Intuition…One of Life’s Little Shortcuts

“I’ve trusted the still, small voice of intuition my entire life. And the only time I’ve made mistakes is when I didn’t listen.” -Oprah Winfrey

I’m working on listening to my heart. Trusting my inner guidance has been an ongoing process. One morning last August, I prayed to be shown how to listen and act on what I know to be true. I have trouble paying heed to the small voice attempting to guide me. It’s hard to hear it over the clatter in my brain, trying to figure everything out.

Later that day, I took our dog, Quigley, outside with me to check the mail. As we walked toward the mailbox, he darted to the side of the house. He frantically began searching for something in the bushes. As I rushed over, my instincts screamed to get him out of there. Then the thought hit me. My husband, Bob, would say to leave Quigley alone because he was after the vole that had been eating the roots of our plants. What did I do? Against my higher judgement, I stood by and watched. I could hear the critter rustling and then came a loud hiss. Quigley sprang back. To my horror I saw a yellow glob of goo oozing down the top of head, into his eye. I didn’t know what to make of it until an acrid smell hit my nostrils. Quigley had been sprayed by a skunk!

Quigley is an Australian Blue Heeler that we rescued.

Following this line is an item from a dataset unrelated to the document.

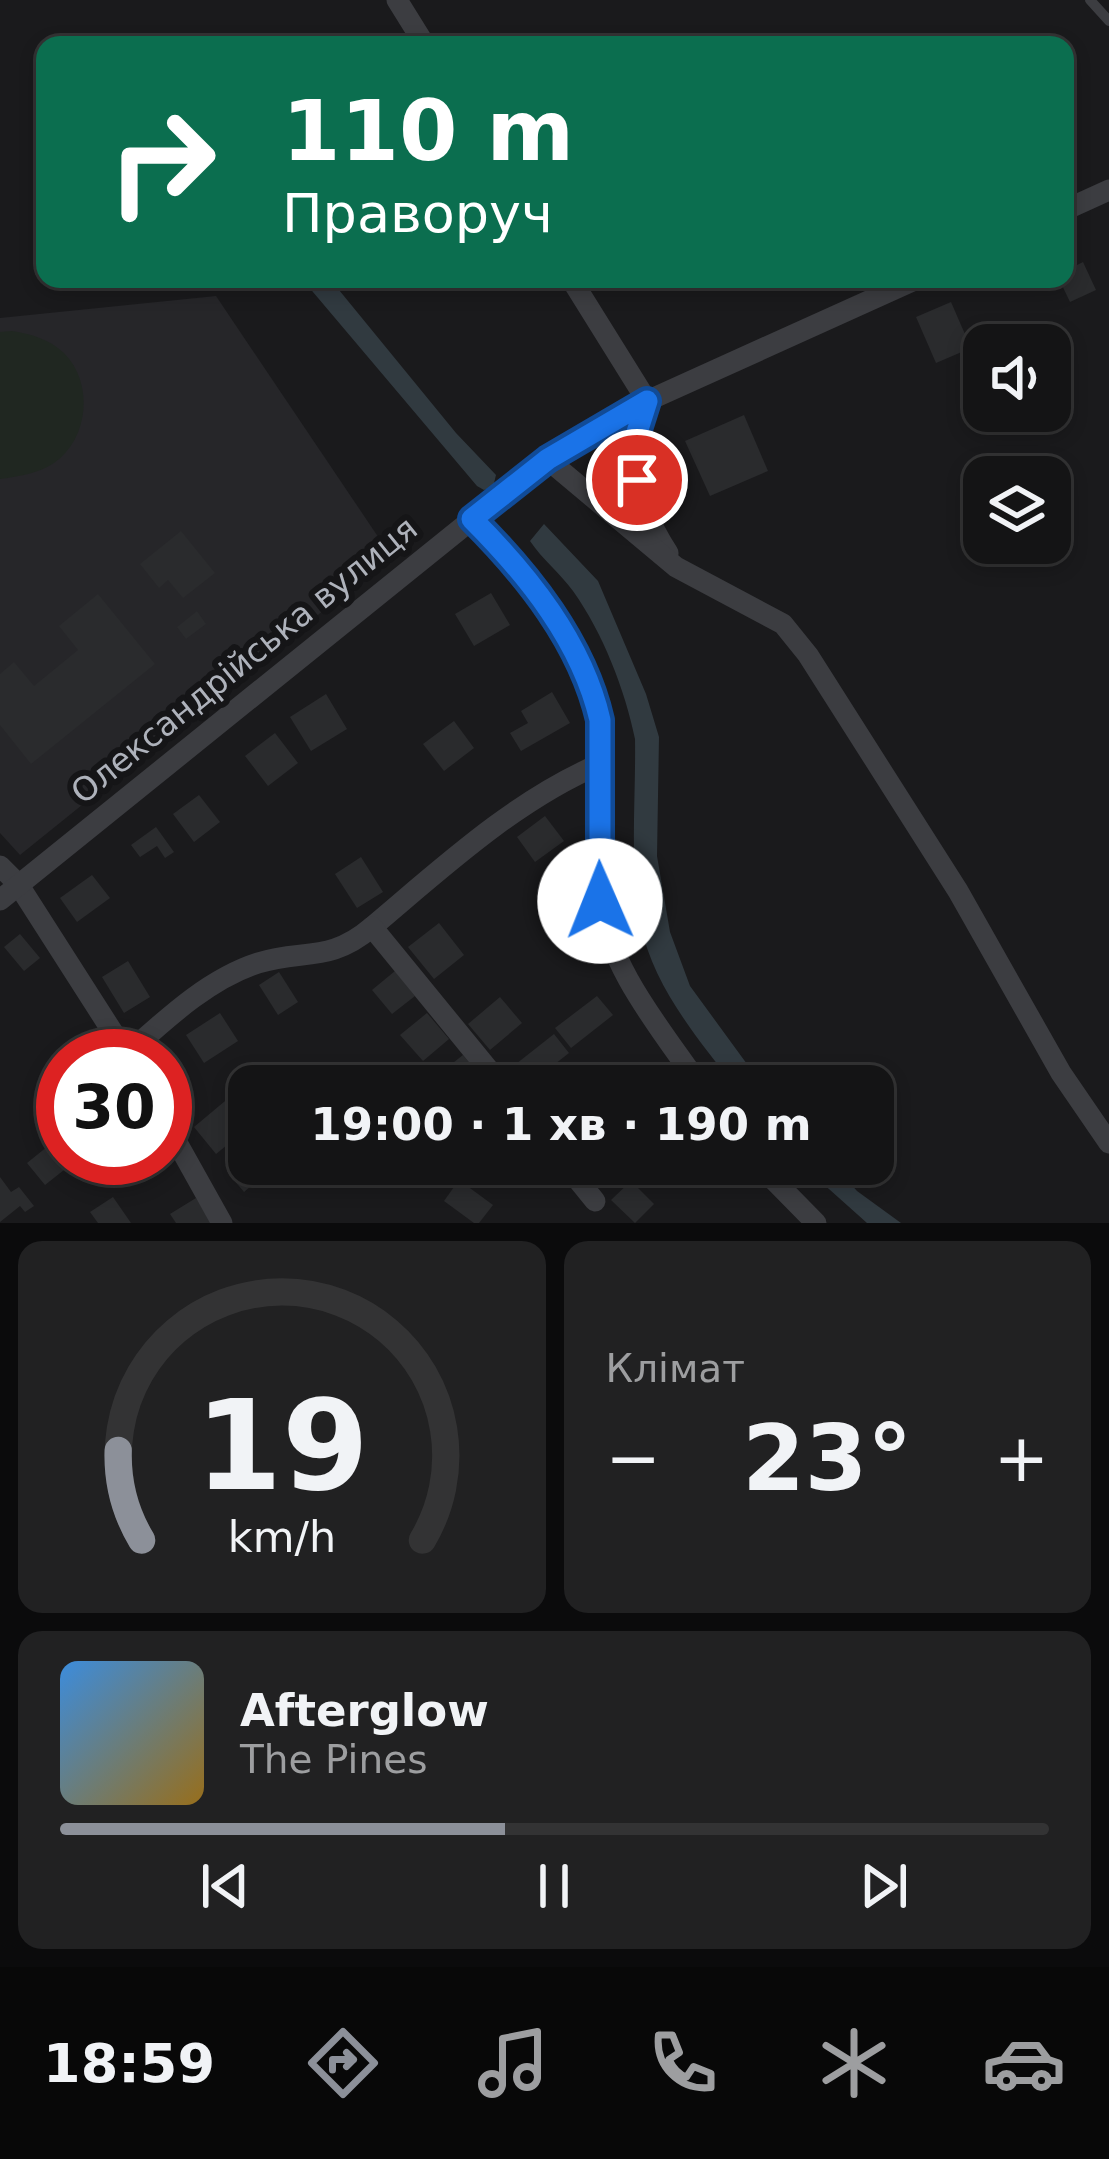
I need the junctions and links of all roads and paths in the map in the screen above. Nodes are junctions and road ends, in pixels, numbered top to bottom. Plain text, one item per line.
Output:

Removing the stench off of him was quite a process. After bathing him daily for a week, he still had to be confined to the basement. It was a whole month before the unmistakable smell was completely gone. If I had only listened to what my intuition told me, I wouldn’t have had to deal with the foul odor that relentlessly clung to my dog.

If earth is a school, the class I must be taking is Trust Your Gut 101. Our inner guidance is an illuminated lantern to help us from stumbling on our path. I’ve heard it said that the universe talks to us first in a whisper and then gets louder and louder until we get the message. The way that whisper was amped up on that morning last summer makes me laugh. It’s nice to know God has a sense of humor. There is nothing like the smell of skunk to drive home a point.

Funny that such a benign looking little creature can cause such havoc.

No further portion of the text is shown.